Sensitive files created without restrictive permissions

[grisutheguru]

Summary

Sensitive files (encrypted database, Tox save files, settings) are created with default umask permissions (typically 0644), making them readable by other users on shared systems.

Details

No calls to QFile::setPermissions() exist anywhere in the persistence layer.

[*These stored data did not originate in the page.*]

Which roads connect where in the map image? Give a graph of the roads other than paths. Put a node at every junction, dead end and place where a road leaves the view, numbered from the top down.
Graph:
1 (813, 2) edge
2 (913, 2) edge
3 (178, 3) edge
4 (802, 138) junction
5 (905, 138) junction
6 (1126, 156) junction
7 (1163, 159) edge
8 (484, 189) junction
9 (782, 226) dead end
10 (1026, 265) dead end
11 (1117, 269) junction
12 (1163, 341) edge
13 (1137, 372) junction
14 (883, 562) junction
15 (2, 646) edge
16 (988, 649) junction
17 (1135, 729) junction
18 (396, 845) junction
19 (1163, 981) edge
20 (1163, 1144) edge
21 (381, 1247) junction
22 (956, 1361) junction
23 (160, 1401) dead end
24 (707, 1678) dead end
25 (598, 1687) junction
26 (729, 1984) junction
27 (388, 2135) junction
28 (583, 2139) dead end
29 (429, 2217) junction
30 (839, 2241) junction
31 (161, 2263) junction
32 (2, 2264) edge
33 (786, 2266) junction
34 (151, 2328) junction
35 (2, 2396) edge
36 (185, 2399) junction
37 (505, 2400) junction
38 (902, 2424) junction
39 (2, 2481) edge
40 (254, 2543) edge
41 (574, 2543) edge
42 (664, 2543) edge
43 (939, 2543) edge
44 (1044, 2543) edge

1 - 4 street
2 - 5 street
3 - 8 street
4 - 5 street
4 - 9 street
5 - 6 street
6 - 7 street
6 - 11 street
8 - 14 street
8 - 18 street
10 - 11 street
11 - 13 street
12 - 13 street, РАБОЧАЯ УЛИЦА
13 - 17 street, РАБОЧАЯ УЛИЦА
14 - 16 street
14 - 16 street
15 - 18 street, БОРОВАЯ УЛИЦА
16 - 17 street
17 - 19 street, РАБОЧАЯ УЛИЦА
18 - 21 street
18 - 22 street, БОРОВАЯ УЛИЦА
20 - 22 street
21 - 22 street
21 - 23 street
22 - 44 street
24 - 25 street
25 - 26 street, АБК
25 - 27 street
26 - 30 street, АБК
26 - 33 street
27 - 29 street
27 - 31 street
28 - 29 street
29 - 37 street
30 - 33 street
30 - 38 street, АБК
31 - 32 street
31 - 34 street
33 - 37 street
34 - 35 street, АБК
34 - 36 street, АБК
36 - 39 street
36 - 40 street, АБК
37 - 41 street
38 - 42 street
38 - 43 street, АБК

Files are created via QFile, QSaveFile, and sqlite3_open_v2 without post-creation permission adjustment.

Affected files:

• .tox save files - contain cryptographic identity keys
• .db database files - encrypted chat history (but file itself is readable)
• .ini settings files - may contain proxy server addresses, friend lists, UI state
• Avatar files - contact avatars
• Lock files - contain PID information

On a multi-user Linux system with default umask 022, all these files are world-readable.

Suggested Fix

Create a utility function and use it for all sensitive file creation:

// In src/persistence/paths.h
static void setSecurePermissions(const QString& filePath) {
#ifdef Q_OS_UNIX
    QFile::setPermissions(filePath,
        QFile::ReadOwner | QFile::WriteOwner);  // 0600
#endif
}

Apply after creating:

• .tox files in Profile::saveToxSave()
• Database files in RawDatabaseImpl::open()
• Settings files in SettingsSerializer::save()
• Avatar files in Profile::saveAvatar()

For directories (getSettingsDirPath()), use 0700.

Impact

On shared systems, other users can read Tox identity keys, encrypted database files, settings (including proxy config), and contact metadata.